The Back Room is the debut studio album by Editors — released on 4 July 2005 on Kitchenware Records — and one of the most commercially successful and critically acclaimed British indie debuts of the decade. Recorded in Birmingham and produced by Jim Abbiss (who would go on to produce Arctic Monkeys' Whatever People Say I Am, That's What I'm Not in the same year), it entered the UK Albums Chart at number 13 in July 2005 and steadily climbed on the strength of its singles, eventually peaking at number two in January 2006. It has sold over one million copies worldwide, was certified Platinum by the BPI, and earned the band a Mercury Music Prize nomination — placing it in the company of the finest British debut albums of the 2000s. The album spent over 80 weeks on the UK chart in total.

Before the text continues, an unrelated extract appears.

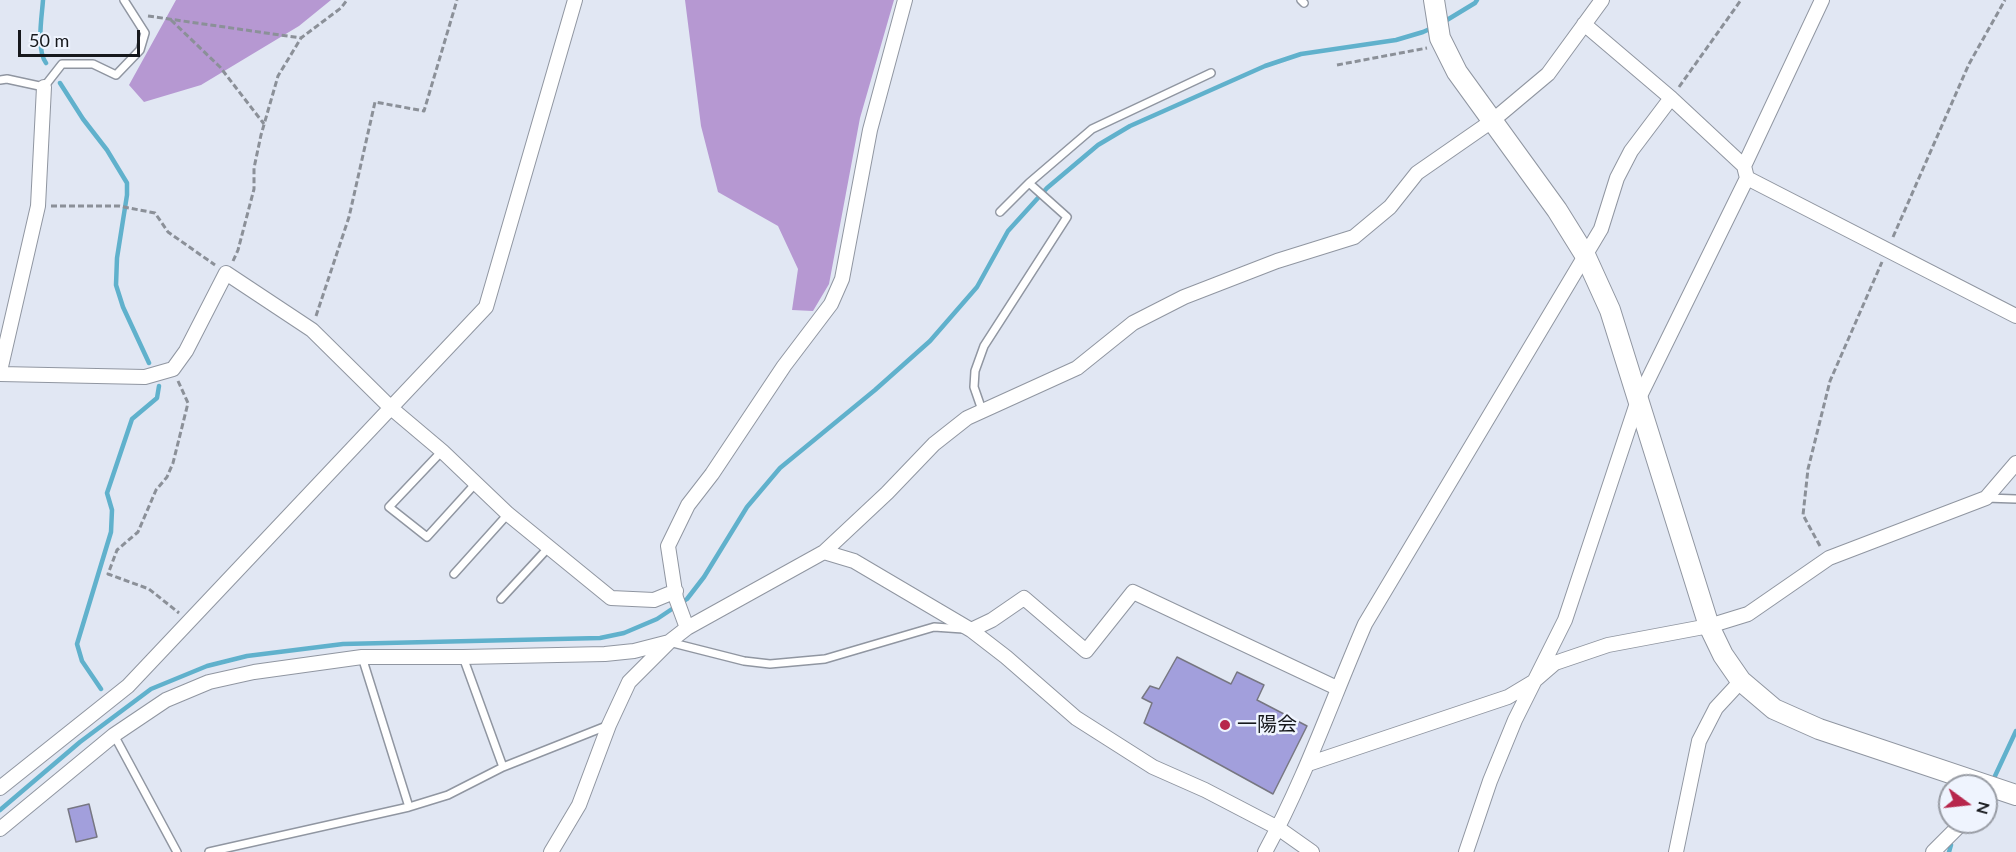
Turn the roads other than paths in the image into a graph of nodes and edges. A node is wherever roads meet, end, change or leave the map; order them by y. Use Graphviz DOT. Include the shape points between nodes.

Editors — Tom Smith (vocals, guitar), Chris Urbanowicz (guitar), Russell Leetch (bass) and Ed Lay (drums) — had developed their sound over three years of gigging in Birmingham, drawing explicitly on the post-punk legacy of Joy Division, Echo & The Bunnymen and The Chameleons: the dark, reverb-drenched guitar work, the driving rhythmic precision and the stentorian baritone of Tom Smith's vocals placed them in clear lineage, without tipping into pastiche. Abbiss's production is central to the album's success — he understood that the band's strengths were in dynamics and mood rather than texture, and gave the record a clear, powerful mix in which Lay's drums sit at the front and Smith's voice cuts cleanly through the guitars. NME described it as an album where "doom and gloom sounds surprisingly uplifting and hopeful" — a description that captures the album's most distinctive quality: its ability to make emotionally heavy material feel emotionally galvanising.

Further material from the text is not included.